[About this exercise]:
Print all the records below exactly as they stand, but leave out the pictures.

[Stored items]
=-=-=

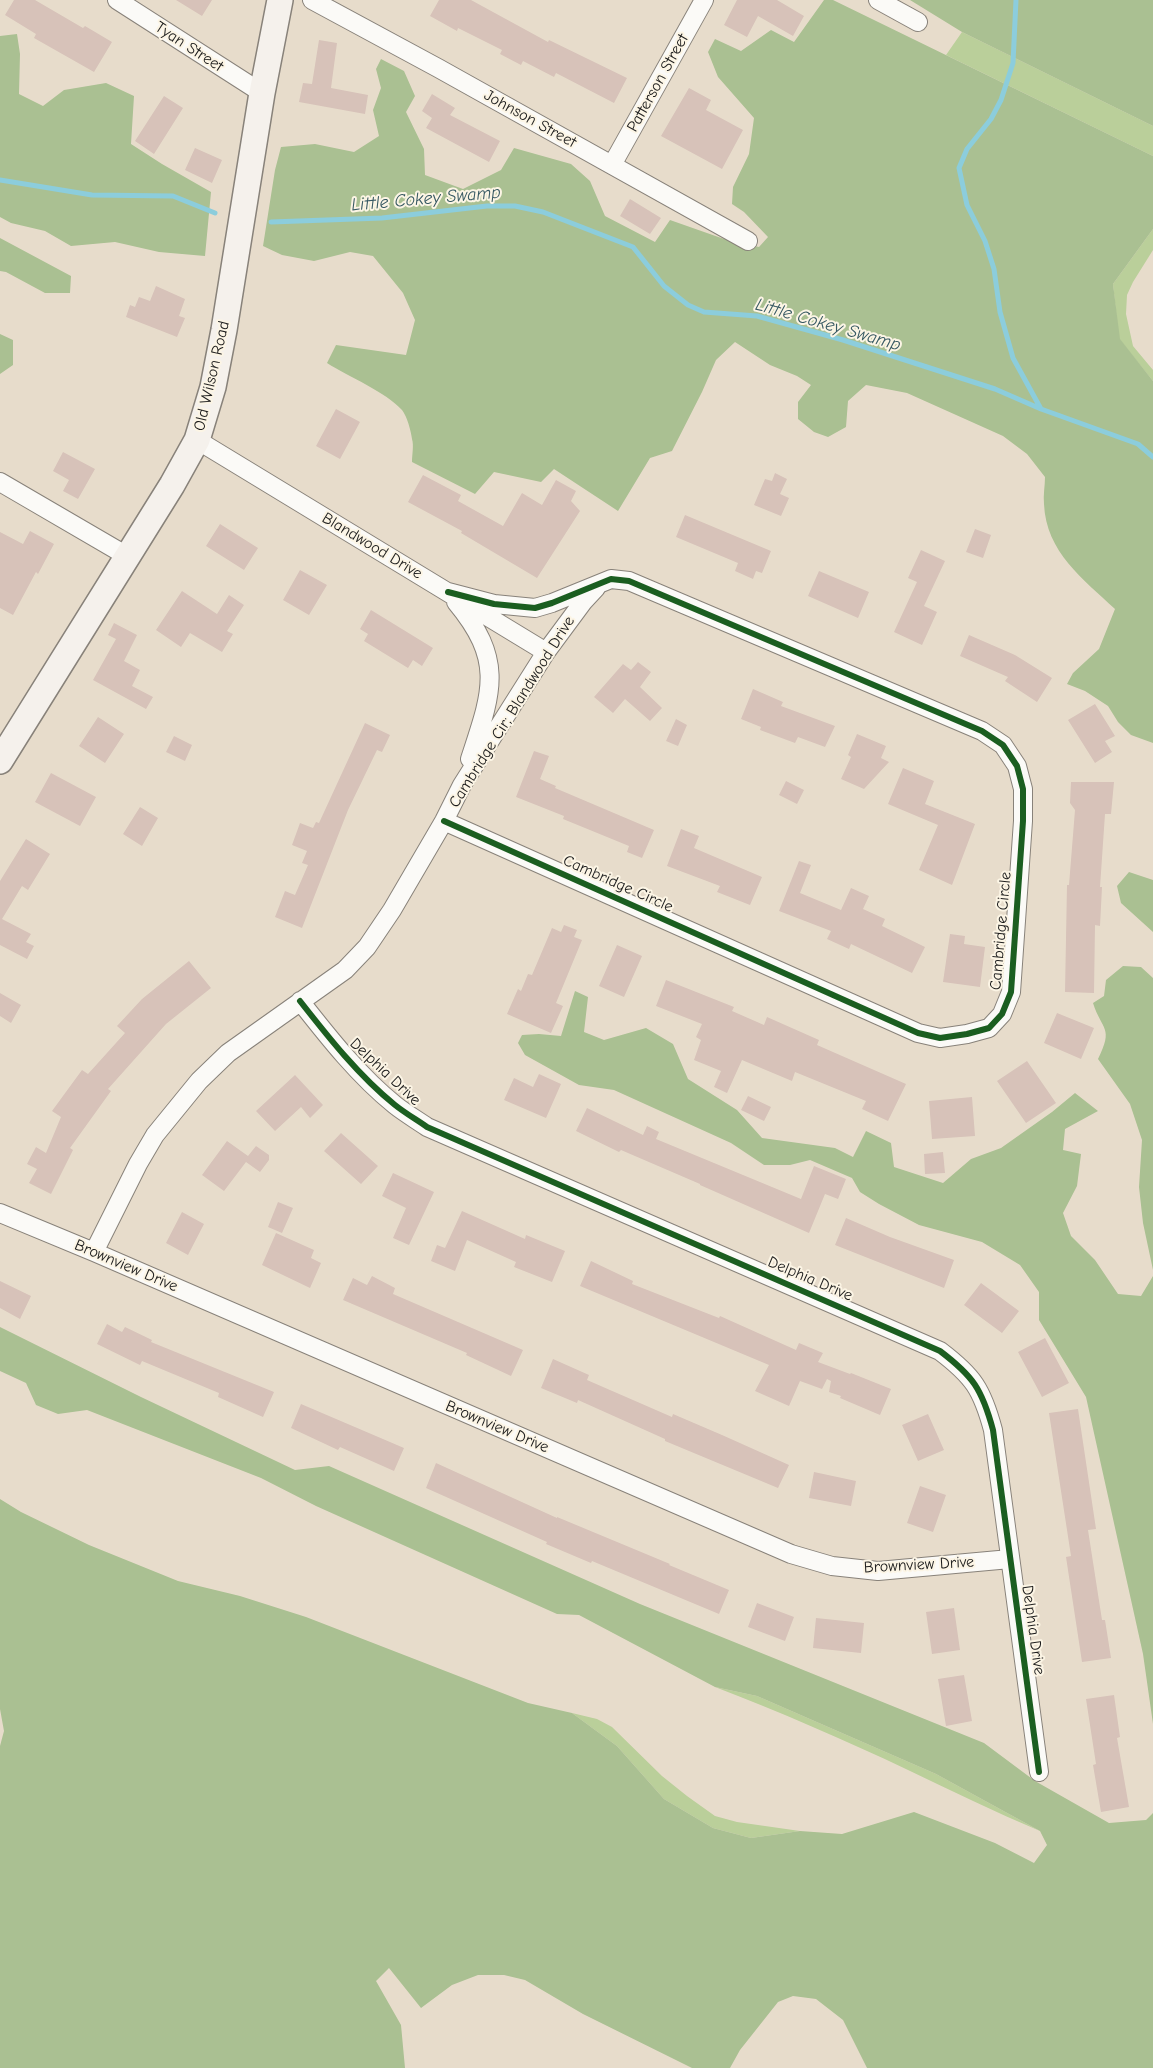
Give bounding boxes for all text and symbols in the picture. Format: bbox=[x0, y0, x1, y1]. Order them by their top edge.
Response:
street label: Tyan Street bbox=[151, 18, 227, 76]
street label: Patterson Street bbox=[623, 31, 693, 135]
street label: Johnson Street bbox=[481, 86, 579, 152]
water label: Little Cokey Swamp bbox=[350, 182, 502, 216]
water label: Little Cokey Swamp bbox=[753, 294, 903, 356]
street label: Old Wilson Road bbox=[190, 319, 234, 433]
street label: Blandwood Drive bbox=[318, 509, 426, 583]
street label: Cambridge Cir; Blandwood Drive bbox=[445, 613, 579, 811]
street label: Cambridge Circle bbox=[560, 851, 676, 917]
street label: Cambridge Circle bbox=[986, 871, 1016, 991]
street label: Delphia Drive bbox=[345, 1034, 425, 1110]
street label: Brownview Drive bbox=[71, 1236, 181, 1296]
street label: Delphia Drive bbox=[765, 1253, 855, 1305]
street label: Brownview Drive bbox=[442, 1397, 552, 1457]
street label: Brownview Drive bbox=[863, 1553, 975, 1577]
street label: Delphia Drive bbox=[1017, 1584, 1049, 1676]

=-=-=

[Problem solution]:
Give bounding boxes for all text and symbols in the picture. Format: bbox=[x0, y0, x1, y1]. Order them by their top edge.
Response:
street label: Tyan Street bbox=[151, 18, 227, 76]
street label: Patterson Street bbox=[623, 31, 693, 135]
street label: Johnson Street bbox=[481, 86, 579, 152]
water label: Little Cokey Swamp bbox=[350, 182, 502, 216]
water label: Little Cokey Swamp bbox=[753, 294, 903, 356]
street label: Old Wilson Road bbox=[190, 319, 234, 433]
street label: Blandwood Drive bbox=[318, 509, 426, 583]
street label: Cambridge Cir; Blandwood Drive bbox=[445, 613, 579, 811]
street label: Cambridge Circle bbox=[560, 851, 676, 917]
street label: Cambridge Circle bbox=[986, 871, 1016, 991]
street label: Delphia Drive bbox=[345, 1034, 425, 1110]
street label: Brownview Drive bbox=[71, 1236, 181, 1296]
street label: Delphia Drive bbox=[765, 1253, 855, 1305]
street label: Brownview Drive bbox=[442, 1397, 552, 1457]
street label: Brownview Drive bbox=[863, 1553, 975, 1577]
street label: Delphia Drive bbox=[1017, 1584, 1049, 1676]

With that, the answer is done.